Having resources in the cloud can now be utilized by businesses of all sizes and can avoid requiring a VPN connection to the physical office. The older model of IT infrastructure utilized on-premises servers that contain resources such as file shares, desktop applications, or desktop environments.  This internal infrastructure would require a VPN or less secure alternatives to access the internal network’s services and functions which employees need to perform their job functions.   Some businesses may require to keep their equipment on-site however the vast majority will have the ability to move to the cloud. The cloud offers alternatives as you can utilize a cloud provider for file shares and web applications to replace the older desktop applications.  Pivoting to cloud resources can eliminate the need for a VPN and can enable a remote workforce to flourish.  

If you’re considering adjusting your organization’s infrastructure placement, you must ask a series of questions about your organization. 

  • Will the move be Cost-Effective?
  • Will the cloud satisfy my Compliance Regulations?
  • Will the cloud satisfy my Business Agreement Obligations?
  • Will the cloud satisfy my Legal Requirements?

The answers to all of these questions is most likely yes…

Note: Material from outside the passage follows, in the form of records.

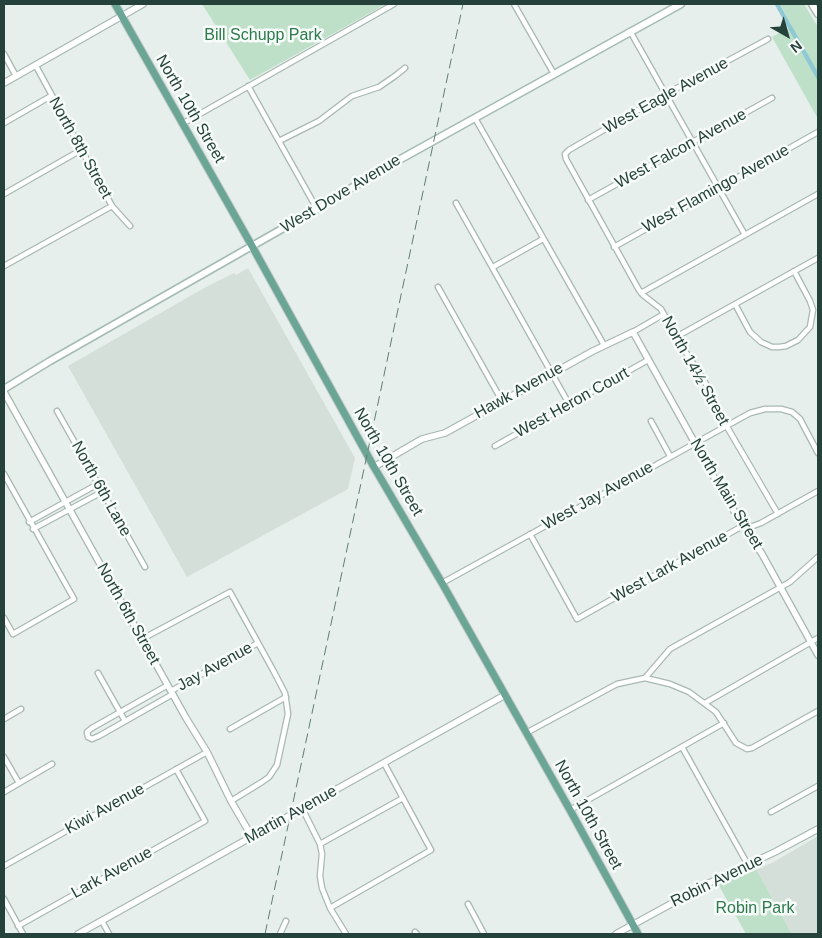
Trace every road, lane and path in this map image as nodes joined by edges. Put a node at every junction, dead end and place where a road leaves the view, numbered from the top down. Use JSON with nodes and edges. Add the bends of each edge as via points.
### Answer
{"nodes":[{"id":1,"x":115,"y":4,"type":"edge"},
{"id":2,"x":143,"y":4,"type":"edge"},
{"id":3,"x":394,"y":4,"type":"edge"},
{"id":4,"x":514,"y":4,"type":"edge"},
{"id":5,"x":681,"y":4,"type":"edge"},
{"id":6,"x":812,"y":4,"type":"edge"},
{"id":7,"x":818,"y":14,"type":"edge"},
{"id":8,"x":122,"y":16,"type":"junction"},
{"id":9,"x":630,"y":32,"type":"junction"},
{"id":10,"x":768,"y":39,"type":"dead end"},
{"id":11,"x":4,"y":54,"type":"edge"},
{"id":12,"x":36,"y":66,"type":"junction"},
{"id":13,"x":404,"y":68,"type":"dead end"},
{"id":14,"x":554,"y":74,"type":"junction"},
{"id":15,"x":16,"y":76,"type":"junction"},
{"id":16,"x":4,"y":83,"type":"edge"},
{"id":17,"x":248,"y":86,"type":"junction"},
{"id":18,"x":666,"y":94,"type":"junction"},
{"id":19,"x":51,"y":96,"type":"junction"},
{"id":20,"x":772,"y":98,"type":"dead end"},
{"id":21,"x":475,"y":118,"type":"junction"},
{"id":22,"x":4,"y":123,"type":"edge"},
{"id":23,"x":182,"y":124,"type":"junction"},
{"id":24,"x":818,"y":132,"type":"edge"},
{"id":25,"x":279,"y":141,"type":"junction"},
{"id":26,"x":693,"y":142,"type":"junction"},
{"id":27,"x":82,"y":150,"type":"junction"},
{"id":28,"x":565,"y":154,"type":"joint"},
{"id":29,"x":718,"y":189,"type":"junction"},
{"id":30,"x":4,"y":194,"type":"edge"},
{"id":31,"x":818,"y":194,"type":"edge"},
{"id":32,"x":588,"y":200,"type":"junction"},
{"id":33,"x":456,"y":203,"type":"dead end"},
{"id":34,"x":112,"y":206,"type":"junction"},
{"id":35,"x":317,"y":209,"type":"junction"},
{"id":36,"x":130,"y":226,"type":"dead end"},
{"id":37,"x":745,"y":235,"type":"junction"},
{"id":38,"x":543,"y":239,"type":"junction"},
{"id":39,"x":252,"y":246,"type":"junction"},
{"id":40,"x":614,"y":247,"type":"junction"},
{"id":41,"x":818,"y":258,"type":"edge"},
{"id":42,"x":4,"y":266,"type":"edge"},
{"id":43,"x":493,"y":267,"type":"junction"},
{"id":44,"x":794,"y":271,"type":"junction"},
{"id":45,"x":438,"y":288,"type":"dead end"},
{"id":46,"x":641,"y":293,"type":"junction"},
{"id":47,"x":735,"y":304,"type":"junction"},
{"id":48,"x":664,"y":314,"type":"junction"},
{"id":49,"x":633,"y":332,"type":"junction"},
{"id":50,"x":676,"y":337,"type":"junction"},
{"id":51,"x":604,"y":345,"type":"junction"},
{"id":52,"x":648,"y":360,"type":"junction"},
{"id":53,"x":552,"y":373,"type":"junction"},
{"id":54,"x":4,"y":390,"type":"edge"},
{"id":55,"x":502,"y":401,"type":"junction"},
{"id":56,"x":569,"y":404,"type":"junction"},
{"id":57,"x":57,"y":411,"type":"dead end"},
{"id":58,"x":651,"y":421,"type":"dead end"},
{"id":59,"x":726,"y":426,"type":"junction"},
{"id":60,"x":695,"y":443,"type":"junction"},
{"id":61,"x":495,"y":446,"type":"dead end"},
{"id":62,"x":818,"y":453,"type":"edge"},
{"id":63,"x":670,"y":456,"type":"junction"},
{"id":64,"x":374,"y":467,"type":"junction"},
{"id":65,"x":4,"y":474,"type":"edge"},
{"id":66,"x":98,"y":484,"type":"junction"},
{"id":67,"x":818,"y":491,"type":"edge"},
{"id":68,"x":102,"y":492,"type":"junction"},
{"id":69,"x":65,"y":502,"type":"junction"},
{"id":70,"x":69,"y":510,"type":"junction"},
{"id":71,"x":778,"y":514,"type":"junction"},
{"id":72,"x":30,"y":522,"type":"junction"},
{"id":73,"x":744,"y":527,"type":"junction"},
{"id":74,"x":33,"y":529,"type":"junction"},
{"id":75,"x":530,"y":534,"type":"junction"},
{"id":76,"x":818,"y":557,"type":"edge"},
{"id":77,"x":144,"y":567,"type":"dead end"},
{"id":78,"x":442,"y":583,"type":"junction"},
{"id":79,"x":780,"y":588,"type":"junction"},
{"id":80,"x":4,"y":618,"type":"edge"},
{"id":81,"x":818,"y":638,"type":"edge"},
{"id":82,"x":142,"y":639,"type":"junction"},
{"id":83,"x":811,"y":642,"type":"junction"},
{"id":84,"x":258,"y":644,"type":"junction"},
{"id":85,"x":818,"y":655,"type":"edge"},
{"id":86,"x":98,"y":674,"type":"dead end"},
{"id":87,"x":645,"y":678,"type":"junction"},
{"id":88,"x":170,"y":690,"type":"junction"},
{"id":89,"x":504,"y":695,"type":"junction"},
{"id":90,"x":286,"y":697,"type":"junction"},
{"id":91,"x":705,"y":703,"type":"junction"},
{"id":92,"x":21,"y":709,"type":"dead end"},
{"id":93,"x":818,"y":711,"type":"edge"},
{"id":94,"x":120,"y":712,"type":"junction"},
{"id":95,"x":4,"y":719,"type":"edge"},
{"id":96,"x":125,"y":722,"type":"junction"},
{"id":97,"x":724,"y":723,"type":"junction"},
{"id":98,"x":230,"y":729,"type":"dead end"},
{"id":99,"x":526,"y":733,"type":"junction"},
{"id":100,"x":682,"y":746,"type":"junction"},
{"id":101,"x":207,"y":752,"type":"junction"},
{"id":102,"x":4,"y":757,"type":"edge"},
{"id":103,"x":384,"y":763,"type":"junction"},
{"id":104,"x":52,"y":764,"type":"dead end"},
{"id":105,"x":176,"y":769,"type":"junction"},
{"id":106,"x":18,"y":783,"type":"junction"},
{"id":107,"x":818,"y":786,"type":"edge"},
{"id":108,"x":4,"y":792,"type":"edge"},
{"id":109,"x":403,"y":798,"type":"junction"},
{"id":110,"x":231,"y":800,"type":"junction"},
{"id":111,"x":302,"y":808,"type":"junction"},
{"id":112,"x":570,"y":810,"type":"junction"},
{"id":113,"x":771,"y":812,"type":"dead end"},
{"id":114,"x":818,"y":829,"type":"edge"},
{"id":115,"x":252,"y":836,"type":"junction"},
{"id":116,"x":320,"y":844,"type":"junction"},
{"id":117,"x":748,"y":865,"type":"junction"},
{"id":118,"x":4,"y":866,"type":"edge"},
{"id":119,"x":4,"y":899,"type":"edge"},
{"id":120,"x":468,"y":904,"type":"dead end"},
{"id":121,"x":330,"y":908,"type":"junction"},
{"id":122,"x":102,"y":921,"type":"junction"},
{"id":123,"x":286,"y":921,"type":"dead end"},
{"id":124,"x":632,"y":925,"type":"junction"},
{"id":125,"x":18,"y":926,"type":"junction"},
{"id":126,"x":23,"y":934,"type":"edge"},
{"id":127,"x":78,"y":934,"type":"edge"},
{"id":128,"x":109,"y":934,"type":"edge"},
{"id":129,"x":280,"y":934,"type":"edge"},
{"id":130,"x":346,"y":934,"type":"edge"},
{"id":131,"x":484,"y":934,"type":"edge"},
{"id":132,"x":616,"y":934,"type":"edge"},
{"id":133,"x":638,"y":934,"type":"edge"}],
"edges":[{"from":1,"to":8,"type":"main road","name":"North 10th Street"},
{"from":2,"to":8,"type":"street"},
{"from":3,"to":17,"type":"street"},
{"from":4,"to":14,"type":"street"},
{"from":5,"to":9,"type":"main road","name":"West Dove Avenue"},
{"from":6,"to":7,"type":"main road"},
{"from":8,"to":12,"type":"street"},
{"from":8,"to":23,"type":"main road","name":"North 10th Street"},
{"from":9,"to":14,"type":"main road","name":"West Dove Avenue"},
{"from":9,"to":18,"type":"street"},
{"from":10,"to":18,"type":"street","name":"West Eagle Avenue"},
{"from":11,"to":15,"type":"street"},
{"from":12,"to":15,"type":"street"},
{"from":12,"to":19,"type":"street","name":"North 8th Street"},
{"from":13,"to":25,"type":"street","via":[[379,87],[352,96],[319,121]]},
{"from":14,"to":21,"type":"main road","name":"West Dove Avenue"},
{"from":15,"to":16,"type":"street"},
{"from":17,"to":23,"type":"street"},
{"from":17,"to":25,"type":"street"},
{"from":18,"to":26,"type":"street"},
{"from":18,"to":28,"type":"street","name":"West Eagle Avenue"},
{"from":19,"to":22,"type":"street"},
{"from":19,"to":27,"type":"street","name":"North 8th Street"},
{"from":20,"to":26,"type":"street","name":"West Falcon Avenue"},
{"from":21,"to":35,"type":"main road","name":"West Dove Avenue","via":[[378,170]]},
{"from":21,"to":38,"type":"street"},
{"from":23,"to":39,"type":"main road","name":"North 10th Street"},
{"from":24,"to":29,"type":"street","name":"West Flamingo Avenue"},
{"from":25,"to":35,"type":"street"},
{"from":26,"to":29,"type":"street"},
{"from":26,"to":32,"type":"street","name":"West Falcon Avenue"},
{"from":27,"to":30,"type":"street"},
{"from":27,"to":34,"type":"street","name":"North 8th Street"},
{"from":28,"to":32,"type":"street","name":"North 14½ Street"},
{"from":29,"to":37,"type":"street"},
{"from":29,"to":40,"type":"street","name":"West Flamingo Avenue"},
{"from":31,"to":37,"type":"street"},
{"from":32,"to":40,"type":"street","name":"North 14½ Street"},
{"from":33,"to":43,"type":"street"},
{"from":34,"to":36,"type":"street","name":"North 8th Street"},
{"from":34,"to":42,"type":"street"},
{"from":35,"to":39,"type":"main road","name":"West Dove Avenue"},
{"from":37,"to":46,"type":"street"},
{"from":38,"to":43,"type":"street"},
{"from":38,"to":51,"type":"street"},
{"from":39,"to":54,"type":"main road","name":"West Dove Avenue"},
{"from":39,"to":64,"type":"main road","name":"North 10th Street"},
{"from":40,"to":46,"type":"street","name":"North 14½ Street"},
{"from":41,"to":44,"type":"street"},
{"from":43,"to":53,"type":"street"},
{"from":44,"to":47,"type":"street"},
{"from":44,"to":47,"type":"street","via":[[812,310],[810,326],[798,340],[779,347],[760,342],[750,332]]},
{"from":45,"to":55,"type":"street"},
{"from":46,"to":48,"type":"street","name":"North 14½ Street","via":[[657,304]]},
{"from":47,"to":50,"type":"street"},
{"from":48,"to":49,"type":"street","name":"Hawk Avenue"},
{"from":48,"to":50,"type":"street","name":"North 14½ Street"},
{"from":49,"to":51,"type":"street","name":"Hawk Avenue"},
{"from":49,"to":52,"type":"street","name":"North Main Street"},
{"from":50,"to":59,"type":"street","name":"North 14½ Street","via":[[705,382]]},
{"from":51,"to":53,"type":"street","name":"Hawk Avenue"},
{"from":52,"to":56,"type":"street","name":"West Heron Court"},
{"from":52,"to":60,"type":"street","name":"North Main Street"},
{"from":53,"to":55,"type":"street","name":"Hawk Avenue"},
{"from":53,"to":56,"type":"street"},
{"from":54,"to":69,"type":"street","name":"North 6th Street"},
{"from":55,"to":64,"type":"street","name":"Hawk Avenue"},
{"from":56,"to":61,"type":"street","name":"West Heron Court"},
{"from":57,"to":66,"type":"street","name":"North 6th Lane"},
{"from":58,"to":63,"type":"street"},
{"from":59,"to":60,"type":"street","name":"West Jay Avenue"},
{"from":59,"to":62,"type":"street","name":"West Jay Avenue","via":[[765,409],[792,412],[800,419]]},
{"from":59,"to":71,"type":"street","name":"North 14½ Street"},
{"from":60,"to":63,"type":"street","name":"West Jay Avenue"},
{"from":60,"to":73,"type":"street","name":"North Main Street"},
{"from":63,"to":75,"type":"street","name":"West Jay Avenue"},
{"from":64,"to":78,"type":"main road","name":"North 10th Street"},
{"from":65,"to":72,"type":"street"},
{"from":66,"to":68,"type":"street","name":"North 6th Lane"},
{"from":66,"to":69,"type":"street"},
{"from":67,"to":71,"type":"street","name":"West Lark Avenue"},
{"from":68,"to":70,"type":"street"},
{"from":68,"to":77,"type":"street","name":"North 6th Lane"},
{"from":69,"to":70,"type":"street","name":"North 6th Street"},
{"from":69,"to":72,"type":"street"},
{"from":70,"to":74,"type":"street"},
{"from":70,"to":82,"type":"street","name":"North 6th Street"},
{"from":71,"to":73,"type":"street","name":"West Lark Avenue"},
{"from":72,"to":74,"type":"street"},
{"from":73,"to":75,"type":"street","name":"West Lark Avenue","via":[[577,619]]},
{"from":73,"to":79,"type":"street","name":"North Main Street"},
{"from":74,"to":80,"type":"street","via":[[74,599],[12,634]]},
{"from":75,"to":78,"type":"street","name":"West Jay Avenue"},
{"from":76,"to":79,"type":"street","via":[[794,580]]},
{"from":78,"to":89,"type":"main road","name":"North 10th Street"},
{"from":79,"to":83,"type":"street","name":"North Main Street"},
{"from":79,"to":87,"type":"street","via":[[670,649]]},
{"from":81,"to":83,"type":"street"},
{"from":82,"to":84,"type":"street","via":[[230,592]]},
{"from":82,"to":88,"type":"street","name":"North 6th Street"},
{"from":83,"to":85,"type":"street","name":"North Main Street"},
{"from":83,"to":91,"type":"street"},
{"from":84,"to":88,"type":"street","name":"Jay Avenue"},
{"from":84,"to":90,"type":"street"},
{"from":86,"to":94,"type":"street"},
{"from":87,"to":91,"type":"street","via":[[690,692]]},
{"from":87,"to":99,"type":"street","via":[[617,684]]},
{"from":88,"to":94,"type":"street","name":"Jay Avenue"},
{"from":88,"to":96,"type":"street","name":"Jay Avenue"},
{"from":88,"to":101,"type":"street","name":"North 6th Street"},
{"from":89,"to":99,"type":"main road","name":"North 10th Street"},
{"from":89,"to":103,"type":"street","name":"Martin Avenue"},
{"from":90,"to":98,"type":"street"},
{"from":90,"to":110,"type":"street","via":[[288,714],[276,765],[269,777]]},
{"from":91,"to":97,"type":"street"},
{"from":92,"to":95,"type":"street"},
{"from":93,"to":97,"type":"street","via":[[747,749],[736,743]]},
{"from":94,"to":96,"type":"street"},
{"from":94,"to":96,"type":"street","name":"Jay Avenue","via":[[89,730],[88,738],[95,738]]},
{"from":97,"to":100,"type":"street"},
{"from":99,"to":112,"type":"main road","name":"North 10th Street"},
{"from":100,"to":112,"type":"street"},
{"from":100,"to":117,"type":"street"},
{"from":101,"to":105,"type":"street","name":"Kiwi Avenue"},
{"from":101,"to":110,"type":"street","name":"North 6th Street"},
{"from":102,"to":106,"type":"street"},
{"from":103,"to":109,"type":"street"},
{"from":103,"to":111,"type":"street","name":"Martin Avenue"},
{"from":104,"to":106,"type":"street"},
{"from":105,"to":118,"type":"street","name":"Kiwi Avenue"},
{"from":105,"to":125,"type":"street","name":"Lark Avenue","via":[[205,821]]},
{"from":106,"to":108,"type":"street"},
{"from":107,"to":113,"type":"street"},
{"from":109,"to":116,"type":"street"},
{"from":109,"to":121,"type":"street","via":[[431,850]]},
{"from":110,"to":115,"type":"street","name":"North 6th Street"},
{"from":111,"to":115,"type":"street","name":"Martin Avenue"},
{"from":111,"to":116,"type":"street"},
{"from":112,"to":124,"type":"main road","name":"North 10th Street"},
{"from":114,"to":117,"type":"street","name":"Robin Avenue"},
{"from":115,"to":122,"type":"street","name":"Martin Avenue"},
{"from":116,"to":121,"type":"street","via":[[320,876]]},
{"from":117,"to":124,"type":"street","name":"Robin Avenue"},
{"from":119,"to":125,"type":"street"},
{"from":120,"to":131,"type":"street"},
{"from":121,"to":130,"type":"street"},
{"from":122,"to":127,"type":"street","name":"Martin Avenue"},
{"from":122,"to":128,"type":"street"},
{"from":123,"to":129,"type":"street"},
{"from":124,"to":132,"type":"street","name":"Robin Avenue"},
{"from":124,"to":133,"type":"main road","name":"North 10th Street"},
{"from":125,"to":126,"type":"street"}]}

Once you’ve identified if you can move to the cloud an organization must determine what services are required. Do you need a complete virtual environment for workers or just a web application? As desktop applications become more obsolete web applications will continue to allow for more agility in our remote workforce.  Previously organizations may have had an internal application, which was only accessible on an endpoint in the office or over a VPN, as now a web application can be utilized. Access to a web application can be safe if you implement a centralized identity management system that utilizes a two-factor authentication token for verification.  As the potential web application would be exposed over the Internet the use of centralized identity management and two-factor authentication help compensate to prevent unauthorized access. 

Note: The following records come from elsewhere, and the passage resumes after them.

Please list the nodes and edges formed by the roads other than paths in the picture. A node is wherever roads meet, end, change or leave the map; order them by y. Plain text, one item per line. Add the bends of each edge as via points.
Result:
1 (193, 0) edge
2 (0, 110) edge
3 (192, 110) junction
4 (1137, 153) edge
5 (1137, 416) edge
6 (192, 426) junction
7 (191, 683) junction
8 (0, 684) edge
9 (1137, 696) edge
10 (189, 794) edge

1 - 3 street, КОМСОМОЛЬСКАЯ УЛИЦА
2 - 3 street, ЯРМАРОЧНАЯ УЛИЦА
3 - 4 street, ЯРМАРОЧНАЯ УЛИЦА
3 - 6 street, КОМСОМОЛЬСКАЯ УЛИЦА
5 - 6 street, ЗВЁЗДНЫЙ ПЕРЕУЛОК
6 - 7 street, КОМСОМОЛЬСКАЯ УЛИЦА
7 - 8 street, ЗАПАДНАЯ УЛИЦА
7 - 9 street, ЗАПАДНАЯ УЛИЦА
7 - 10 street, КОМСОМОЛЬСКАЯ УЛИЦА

One benefit of moving to a cloud environment is the idea that disaster recovery and business continuity can become much easier to engage. Spinning up a warm site or cold site can take time and require a large effort for physical hardware. But in AWS or Azure, it can be a few mouse clicks away by replicating a server to a different Availability Zone (AZ) in AWS and/or a different region to spread it across multiple data centers within your cloud provider.

Moving to the cloud does not guarantee a more or less secure environment. If you move to a cloud environment don’t forget the basics. Zero Trust is a great idea but it should be implemented along with the normal security operations such as limiting permissions for users, reviewing access, user awareness training, running frequent patching, and utilizing secure protocols for transmitting sensitive data. Often organizations look for security silver bullets and neglect the mundane tasks that will equate to a stronger security posture.